MARKET ANALYSIS
The Saudi Arabia Family Office Landscape
Saudi family office portfolios mirror the Kingdom's wealth origins while tilting toward Vision 2030 priorities. Trading and conglomerate holdings still anchor most books at 25-35%, inherited from multi-generational merchant operations. Real estate and infrastructure run 20-28% -- a mix of domestic megaproject stakes and international property. Banking and financial services capture 12-18%, with several families holding founding positions in Saudi banks. Energy and petrochemicals sit at 10-15%, skewing higher among Eastern Province offices. The fastest-growing sleeve is tech and VC at 5-10%, driven by next-generation principals and a maturing domestic startup market.
Check sizes for direct investments typically land at $20-75 million, though the largest families deploy $100-500 million on strategic positions. About 70% of deal flow still moves through relationship channels -- established family networks and royal office introductions -- rather than open-market processes. Geographic allocation is shifting: roughly 50% deploys domestically, 25% within the broader GCC and MENA, and 25% to international developed markets. A decade ago, international exposure was far thinner.
The MISA licensing framework has given the market regulatory structure it previously lacked. About 45% of offices now operate under formal structures, up from under 20% in 2018. Shariah compliance remains a key constraint -- roughly 60% of Saudi family offices run fully or partially compliant mandates -- but the Kingdom's deep Islamic finance infrastructure makes execution straightforward relative to other markets.
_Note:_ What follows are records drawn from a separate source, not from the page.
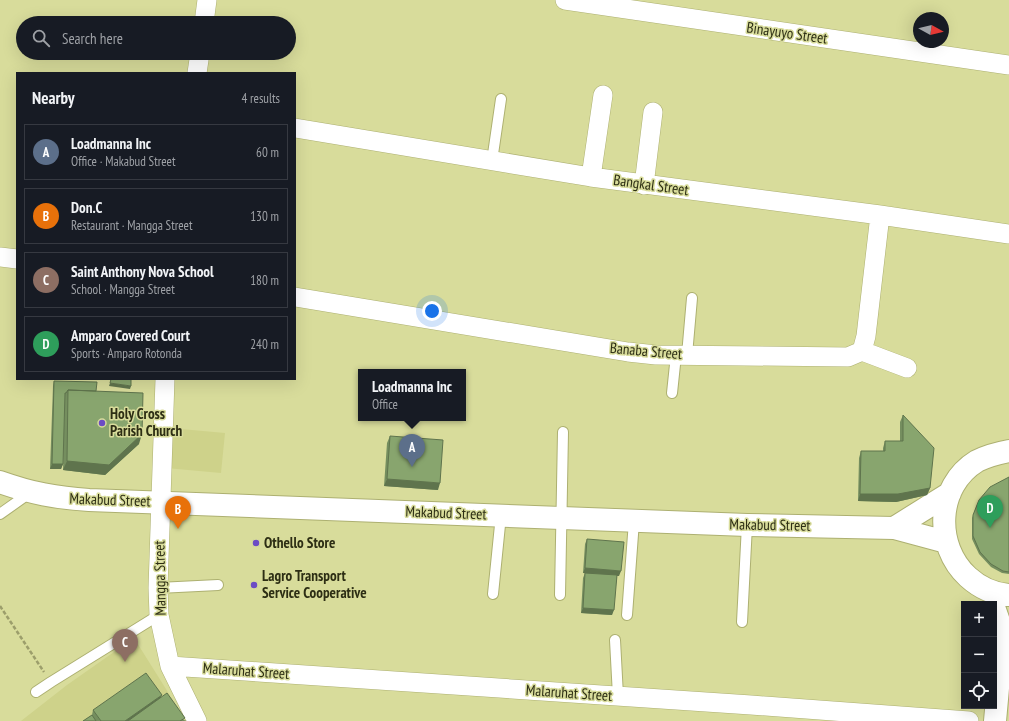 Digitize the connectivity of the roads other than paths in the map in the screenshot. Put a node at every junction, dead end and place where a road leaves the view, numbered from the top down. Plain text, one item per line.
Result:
1 (207, 0) edge
2 (565, 0) edge
3 (205, 16) edge
4 (199, 60) edge
5 (1009, 65) edge
6 (197, 72) edge
7 (603, 95) dead end
8 (501, 99) dead end
9 (653, 112) dead end
10 (296, 128) edge
11 (492, 161) junction
12 (591, 177) junction
13 (644, 185) junction
14 (880, 215) junction
15 (1009, 234) edge
16 (0, 257) edge
17 (16, 259) edge
18 (296, 297) edge
19 (692, 298) dead end
20 (862, 351) junction
21 (681, 355) junction
22 (907, 368) dead end
23 (165, 380) edge
24 (672, 393) dead end
25 (563, 432) dead end
26 (1009, 433) edge
27 (1002, 452) edge
28 (0, 482) edge
29 (31, 492) junction
30 (950, 493) junction
31 (161, 502) junction
32 (0, 514) edge
33 (501, 515) junction
34 (561, 518) junction
35 (634, 521) junction
36 (747, 525) junction
37 (894, 528) junction
38 (946, 542) junction
39 (218, 585) dead end
40 (158, 588) junction
41 (493, 594) dead end
42 (560, 595) dead end
43 (1009, 595) edge
44 (992, 601) edge
45 (997, 611) edge
46 (159, 615) junction
47 (627, 615) dead end
48 (742, 622) dead end
49 (1006, 628) edge
50 (616, 640) dead end
51 (170, 666) junction
52 (36, 692) dead end
53 (618, 696) junction
54 (197, 721) edge
55 (969, 721) edge
56 (995, 721) edge

1 - 3 street
2 - 5 street, Binayuyo Street
4 - 6 street
7 - 12 street
8 - 11 lane
9 - 13 street
10 - 11 street, Bangkal Street
11 - 12 street, Bangkal Street
12 - 13 street, Bangkal Street
13 - 14 street, Bangkal Street
14 - 15 street, Bangkal Street
14 - 20 street
16 - 17 street
18 - 21 street, Banaba Street
19 - 21 lane
20 - 21 street, Banaba Street
20 - 22 street
21 - 24 lane
23 - 31 street, Mangga Street
25 - 34 lane
26 - 27 street
27 - 30 street
28 - 29 street, Makabud Street
29 - 31 street, Makabud Street
29 - 32 lane
30 - 37 street
30 - 38 street
31 - 33 street, Makabud Street
31 - 40 street, Mangga Street
33 - 34 street, Makabud Street
33 - 41 lane
34 - 35 street, Makabud Street
34 - 42 lane
35 - 36 street, Makabud Street
35 - 47 lane
36 - 37 street, Makabud Street
36 - 48 lane
37 - 38 street, Makabud Street
38 - 44 street
39 - 40 lane
40 - 46 street, Mangga Street
43 - 44 street
45 - 49 street
46 - 51 street, Mangga Street
46 - 52 lane
49 - 56 street
50 - 53 lane
51 - 53 street, Malaruhat Street
51 - 54 street, Mangga Street
53 - 55 street, Malaruhat Street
Generational transition is the defining structural shift. As offices move from founder-led to second- and third-generation governance, investment processes are professionalizing fast -- about 35% now field dedicated teams of five or more investment professionals. The startup market (backed by Monsha'at, STV, Wa'ed, and others) has created co-investment opportunities that appeal to younger principals who want tech exposure alongside the family's legacy holdings.